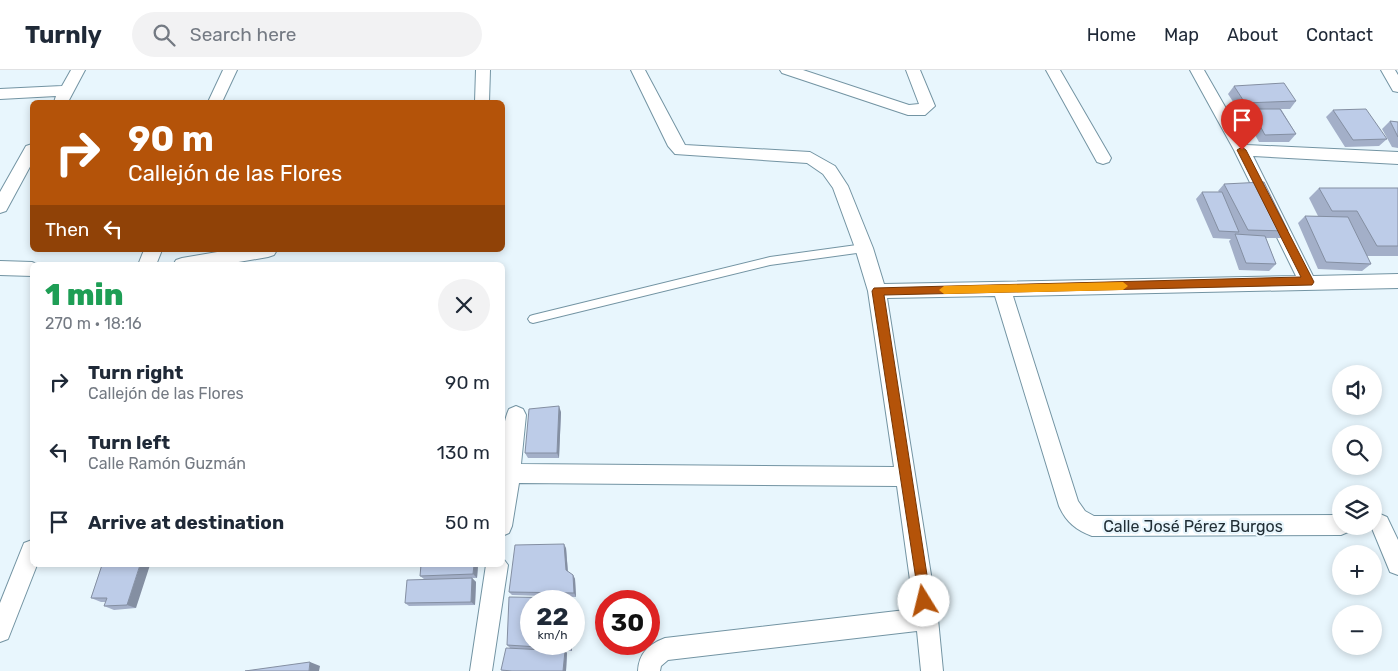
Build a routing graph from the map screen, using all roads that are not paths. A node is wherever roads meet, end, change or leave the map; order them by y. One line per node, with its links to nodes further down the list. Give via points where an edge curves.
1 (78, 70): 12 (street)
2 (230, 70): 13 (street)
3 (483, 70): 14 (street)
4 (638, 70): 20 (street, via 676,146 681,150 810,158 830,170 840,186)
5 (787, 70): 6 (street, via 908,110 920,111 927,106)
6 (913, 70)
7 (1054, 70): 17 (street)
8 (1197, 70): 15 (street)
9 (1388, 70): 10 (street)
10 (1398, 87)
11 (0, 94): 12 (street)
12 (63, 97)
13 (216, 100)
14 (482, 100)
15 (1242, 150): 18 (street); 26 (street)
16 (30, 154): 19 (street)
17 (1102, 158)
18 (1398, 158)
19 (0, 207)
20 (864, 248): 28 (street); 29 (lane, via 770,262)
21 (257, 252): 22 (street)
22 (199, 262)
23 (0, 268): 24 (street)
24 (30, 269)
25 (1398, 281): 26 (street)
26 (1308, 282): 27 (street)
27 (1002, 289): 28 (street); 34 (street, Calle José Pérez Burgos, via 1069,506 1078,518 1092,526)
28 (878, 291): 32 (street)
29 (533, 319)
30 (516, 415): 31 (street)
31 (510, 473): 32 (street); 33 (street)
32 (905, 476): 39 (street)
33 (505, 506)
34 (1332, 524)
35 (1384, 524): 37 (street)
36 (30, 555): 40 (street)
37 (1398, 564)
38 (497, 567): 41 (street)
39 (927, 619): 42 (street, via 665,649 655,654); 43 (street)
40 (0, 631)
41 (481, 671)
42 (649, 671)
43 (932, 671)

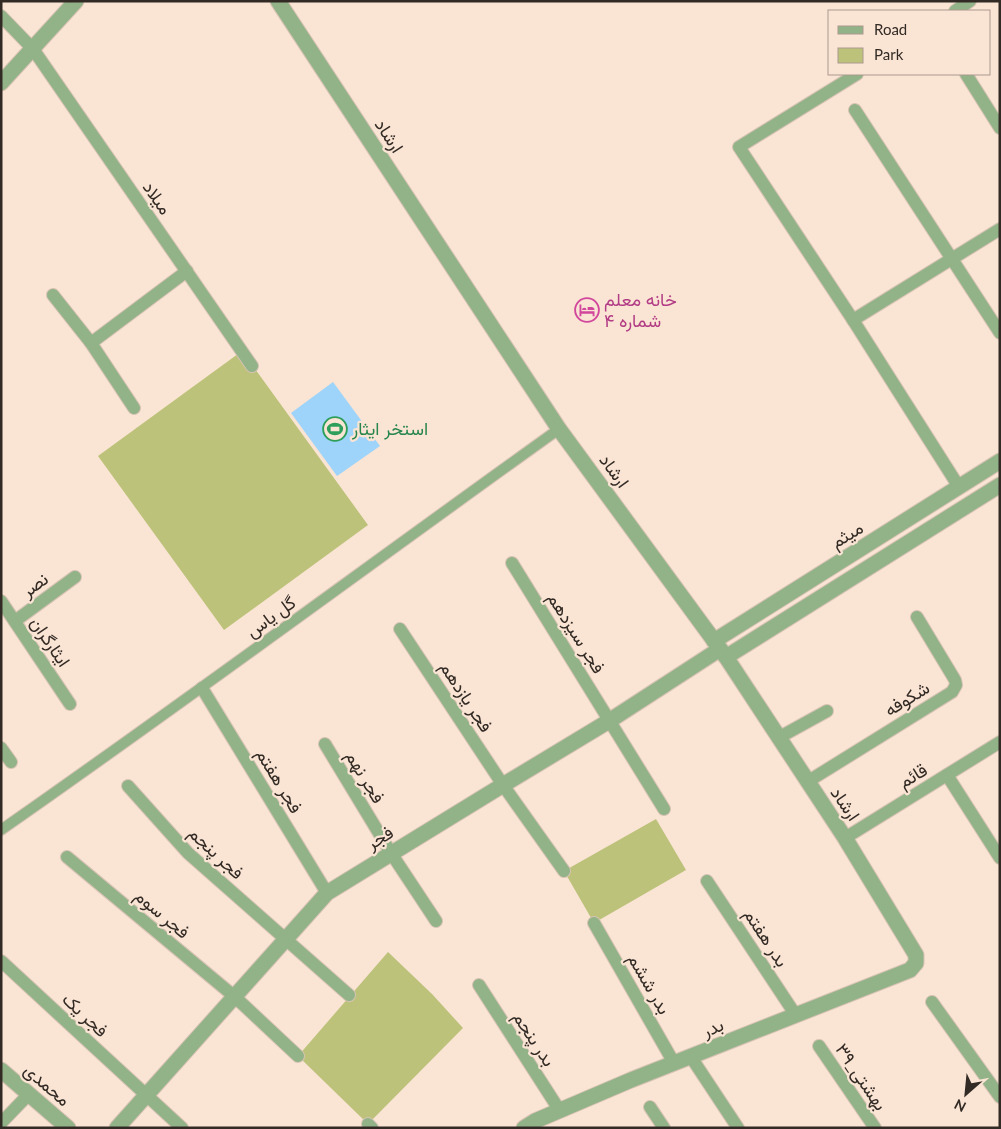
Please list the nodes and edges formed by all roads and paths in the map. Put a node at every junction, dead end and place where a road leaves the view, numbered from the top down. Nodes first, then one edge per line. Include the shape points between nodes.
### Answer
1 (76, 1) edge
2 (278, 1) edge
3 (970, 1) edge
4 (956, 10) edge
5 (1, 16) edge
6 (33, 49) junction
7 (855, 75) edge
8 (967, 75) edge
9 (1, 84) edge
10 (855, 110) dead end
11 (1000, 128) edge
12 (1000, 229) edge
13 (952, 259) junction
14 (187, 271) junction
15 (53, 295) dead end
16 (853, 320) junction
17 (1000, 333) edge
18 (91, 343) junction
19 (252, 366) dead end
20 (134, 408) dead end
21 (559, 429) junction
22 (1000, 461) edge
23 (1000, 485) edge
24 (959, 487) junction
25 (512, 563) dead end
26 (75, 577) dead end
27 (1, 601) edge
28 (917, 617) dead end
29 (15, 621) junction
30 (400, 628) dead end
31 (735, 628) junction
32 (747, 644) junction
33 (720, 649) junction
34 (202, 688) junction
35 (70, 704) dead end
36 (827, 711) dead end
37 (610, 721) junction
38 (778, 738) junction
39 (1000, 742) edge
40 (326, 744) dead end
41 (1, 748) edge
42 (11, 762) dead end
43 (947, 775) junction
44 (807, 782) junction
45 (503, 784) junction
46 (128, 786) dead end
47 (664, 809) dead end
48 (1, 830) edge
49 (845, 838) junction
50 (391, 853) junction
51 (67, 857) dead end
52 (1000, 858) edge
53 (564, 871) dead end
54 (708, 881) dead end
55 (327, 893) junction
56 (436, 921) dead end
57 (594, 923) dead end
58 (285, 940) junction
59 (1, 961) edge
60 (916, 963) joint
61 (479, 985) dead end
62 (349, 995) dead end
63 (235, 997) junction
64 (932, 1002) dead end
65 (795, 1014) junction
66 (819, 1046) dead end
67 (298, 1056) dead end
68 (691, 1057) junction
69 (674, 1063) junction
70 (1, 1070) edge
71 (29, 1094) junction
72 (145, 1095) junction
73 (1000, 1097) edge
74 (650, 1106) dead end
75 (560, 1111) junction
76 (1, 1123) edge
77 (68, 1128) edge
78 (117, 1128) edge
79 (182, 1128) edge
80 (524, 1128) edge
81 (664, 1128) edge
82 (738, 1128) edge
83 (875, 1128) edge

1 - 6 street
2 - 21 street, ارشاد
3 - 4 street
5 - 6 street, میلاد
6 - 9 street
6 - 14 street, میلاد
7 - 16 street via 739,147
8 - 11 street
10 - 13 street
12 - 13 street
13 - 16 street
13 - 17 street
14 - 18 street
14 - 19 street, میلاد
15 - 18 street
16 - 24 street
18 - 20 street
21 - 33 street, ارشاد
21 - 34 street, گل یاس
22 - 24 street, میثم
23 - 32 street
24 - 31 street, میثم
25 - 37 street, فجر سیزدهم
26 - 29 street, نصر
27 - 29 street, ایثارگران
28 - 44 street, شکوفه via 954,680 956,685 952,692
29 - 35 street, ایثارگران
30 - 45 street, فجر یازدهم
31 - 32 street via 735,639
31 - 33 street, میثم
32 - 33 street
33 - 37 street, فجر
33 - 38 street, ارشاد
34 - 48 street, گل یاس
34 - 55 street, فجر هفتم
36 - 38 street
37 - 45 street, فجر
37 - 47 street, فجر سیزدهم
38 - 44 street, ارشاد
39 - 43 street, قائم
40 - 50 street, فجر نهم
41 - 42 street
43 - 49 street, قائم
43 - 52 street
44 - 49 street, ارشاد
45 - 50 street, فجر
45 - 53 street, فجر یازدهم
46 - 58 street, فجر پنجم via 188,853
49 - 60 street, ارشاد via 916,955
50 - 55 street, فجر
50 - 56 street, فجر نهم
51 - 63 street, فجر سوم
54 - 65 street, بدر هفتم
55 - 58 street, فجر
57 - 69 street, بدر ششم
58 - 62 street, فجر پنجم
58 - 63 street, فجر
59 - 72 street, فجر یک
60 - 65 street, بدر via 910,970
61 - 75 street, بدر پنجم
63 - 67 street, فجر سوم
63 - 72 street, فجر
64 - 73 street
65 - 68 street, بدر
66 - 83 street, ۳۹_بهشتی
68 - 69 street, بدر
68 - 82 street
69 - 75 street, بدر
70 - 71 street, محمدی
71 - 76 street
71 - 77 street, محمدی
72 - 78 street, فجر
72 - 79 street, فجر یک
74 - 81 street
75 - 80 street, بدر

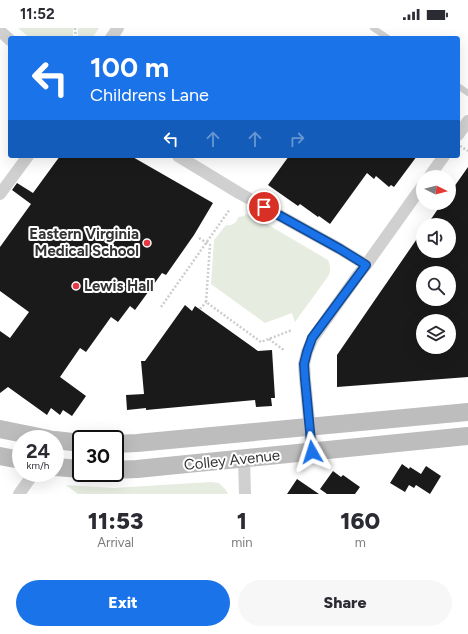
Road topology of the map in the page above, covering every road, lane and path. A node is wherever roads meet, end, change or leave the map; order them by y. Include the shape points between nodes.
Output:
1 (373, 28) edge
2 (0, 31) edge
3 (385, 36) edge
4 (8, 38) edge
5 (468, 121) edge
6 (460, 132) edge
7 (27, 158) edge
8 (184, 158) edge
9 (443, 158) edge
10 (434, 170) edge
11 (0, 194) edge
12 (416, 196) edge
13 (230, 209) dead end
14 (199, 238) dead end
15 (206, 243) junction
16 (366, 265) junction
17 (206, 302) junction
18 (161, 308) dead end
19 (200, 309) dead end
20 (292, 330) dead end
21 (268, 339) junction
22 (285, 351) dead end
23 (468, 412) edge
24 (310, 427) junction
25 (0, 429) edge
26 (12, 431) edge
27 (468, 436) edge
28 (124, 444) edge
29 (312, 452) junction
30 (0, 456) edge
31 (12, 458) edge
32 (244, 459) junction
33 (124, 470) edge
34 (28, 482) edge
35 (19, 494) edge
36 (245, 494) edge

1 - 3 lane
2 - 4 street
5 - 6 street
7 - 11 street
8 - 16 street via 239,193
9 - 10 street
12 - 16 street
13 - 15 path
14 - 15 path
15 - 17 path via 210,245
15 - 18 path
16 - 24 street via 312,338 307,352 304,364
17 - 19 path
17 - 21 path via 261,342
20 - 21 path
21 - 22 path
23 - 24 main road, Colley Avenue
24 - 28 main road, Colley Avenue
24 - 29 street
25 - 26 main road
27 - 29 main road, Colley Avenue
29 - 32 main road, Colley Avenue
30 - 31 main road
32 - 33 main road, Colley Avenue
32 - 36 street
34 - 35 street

— Work instructions —
Using the records above, count how many lines include the word "هفتم", and reply only with that figure.

— Response to the task —
2